Jaana is absolutely right. She can’t do it for me. Even if she were to show up at my house, attach strings to me like a marionette, and move my body for me, that wouldn’t work.

If I want to get stronger, I have to put in the work myself. Buying an exercise video isn’t enough. Watching an exercise video isn’t enough. I have to physically get up and do the exercise.

“I can’t do it for you!”

It’s an incredibly obvious observation, but—if I’m really honest—there are plenty of times when I buy a workout video… or a foreign language app… or a book on nutrition… etc. and feel a sense of accomplishment… even though I haven’t done the thing yet.

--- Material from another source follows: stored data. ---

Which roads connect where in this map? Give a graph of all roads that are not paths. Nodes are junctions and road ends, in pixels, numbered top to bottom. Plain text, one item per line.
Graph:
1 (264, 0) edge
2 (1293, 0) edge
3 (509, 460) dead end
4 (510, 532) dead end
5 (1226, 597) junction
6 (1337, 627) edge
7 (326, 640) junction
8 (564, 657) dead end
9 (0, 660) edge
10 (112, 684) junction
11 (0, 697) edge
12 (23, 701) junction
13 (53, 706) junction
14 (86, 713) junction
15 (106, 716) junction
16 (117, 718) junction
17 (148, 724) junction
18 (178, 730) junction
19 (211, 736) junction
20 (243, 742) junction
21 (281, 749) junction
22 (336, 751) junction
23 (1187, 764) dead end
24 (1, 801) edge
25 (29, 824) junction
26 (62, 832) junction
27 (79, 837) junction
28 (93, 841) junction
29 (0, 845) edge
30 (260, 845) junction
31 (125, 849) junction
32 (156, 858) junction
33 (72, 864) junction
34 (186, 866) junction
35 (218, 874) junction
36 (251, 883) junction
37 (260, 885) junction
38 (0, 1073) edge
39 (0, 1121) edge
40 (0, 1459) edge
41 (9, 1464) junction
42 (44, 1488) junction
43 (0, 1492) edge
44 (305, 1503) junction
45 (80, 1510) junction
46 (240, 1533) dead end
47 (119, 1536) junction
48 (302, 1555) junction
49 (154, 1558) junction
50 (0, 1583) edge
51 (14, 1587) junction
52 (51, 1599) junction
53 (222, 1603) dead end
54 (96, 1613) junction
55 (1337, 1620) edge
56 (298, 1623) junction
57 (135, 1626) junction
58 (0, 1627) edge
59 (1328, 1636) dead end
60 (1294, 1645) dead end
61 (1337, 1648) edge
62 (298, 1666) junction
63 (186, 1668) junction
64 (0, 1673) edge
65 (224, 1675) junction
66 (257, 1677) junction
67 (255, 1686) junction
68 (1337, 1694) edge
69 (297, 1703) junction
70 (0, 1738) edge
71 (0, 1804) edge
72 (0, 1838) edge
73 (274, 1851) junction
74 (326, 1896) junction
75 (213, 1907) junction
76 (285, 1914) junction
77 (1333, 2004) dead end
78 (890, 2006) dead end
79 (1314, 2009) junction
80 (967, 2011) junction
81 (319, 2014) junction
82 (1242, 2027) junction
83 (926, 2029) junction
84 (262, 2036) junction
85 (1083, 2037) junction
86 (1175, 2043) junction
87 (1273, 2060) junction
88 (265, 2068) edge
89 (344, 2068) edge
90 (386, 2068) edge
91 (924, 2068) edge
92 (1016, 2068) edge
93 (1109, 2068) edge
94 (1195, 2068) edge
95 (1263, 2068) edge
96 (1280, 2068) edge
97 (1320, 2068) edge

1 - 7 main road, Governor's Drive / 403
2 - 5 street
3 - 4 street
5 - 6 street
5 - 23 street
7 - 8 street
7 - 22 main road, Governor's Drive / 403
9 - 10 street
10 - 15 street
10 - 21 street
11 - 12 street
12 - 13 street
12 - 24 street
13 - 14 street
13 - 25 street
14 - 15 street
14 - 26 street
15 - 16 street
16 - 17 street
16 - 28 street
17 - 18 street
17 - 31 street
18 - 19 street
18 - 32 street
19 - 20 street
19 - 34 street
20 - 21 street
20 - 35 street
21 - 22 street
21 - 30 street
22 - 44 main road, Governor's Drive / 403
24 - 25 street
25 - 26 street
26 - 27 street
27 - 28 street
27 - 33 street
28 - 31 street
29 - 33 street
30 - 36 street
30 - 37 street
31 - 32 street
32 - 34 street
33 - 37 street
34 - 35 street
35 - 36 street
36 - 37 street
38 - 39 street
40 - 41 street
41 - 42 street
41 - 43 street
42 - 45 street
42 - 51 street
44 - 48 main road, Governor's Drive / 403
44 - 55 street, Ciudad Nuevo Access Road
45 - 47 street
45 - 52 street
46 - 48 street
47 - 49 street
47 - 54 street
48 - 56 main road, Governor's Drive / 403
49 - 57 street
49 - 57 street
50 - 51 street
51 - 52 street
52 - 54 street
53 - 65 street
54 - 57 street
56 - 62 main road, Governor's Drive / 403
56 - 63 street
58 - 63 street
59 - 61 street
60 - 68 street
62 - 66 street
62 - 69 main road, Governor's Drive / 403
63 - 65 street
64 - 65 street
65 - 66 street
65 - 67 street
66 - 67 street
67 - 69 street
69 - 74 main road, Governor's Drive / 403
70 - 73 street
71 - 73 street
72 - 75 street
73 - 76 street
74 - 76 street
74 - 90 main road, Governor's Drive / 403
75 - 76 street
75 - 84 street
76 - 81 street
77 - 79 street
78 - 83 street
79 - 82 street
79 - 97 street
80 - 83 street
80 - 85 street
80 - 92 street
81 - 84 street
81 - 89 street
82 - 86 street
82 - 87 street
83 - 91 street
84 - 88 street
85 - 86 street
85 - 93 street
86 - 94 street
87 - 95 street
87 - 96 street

“Look at me, buying a book on healthy eating! I will now be super healthy with perfect nutrition!” I might think, while skipping lunch because I ate too many Fritos for breakfast.

Or, on the flip side, I might be irritated at my lack of progress on something I do inconsistently. “I spent an hour playing the piano after not touching it for 6 months, why is this so hard?!”

Taking that further…

It’s the same with pretty much anything in life. There are resources everywhere, but they don’t do the work for you. Reading a guide on how to knit will not make a lovely scarf appear. You have to knit that scarf yourself, stitch by stitch.

As a writer, this has come up more than you might expect. Many people hear about my books and say, “I’ve always wanted to be a writer.” So, I ask what they’ve written, and often get a reply like, “Oh, I’ve never written anything, but I have lots of ideas.”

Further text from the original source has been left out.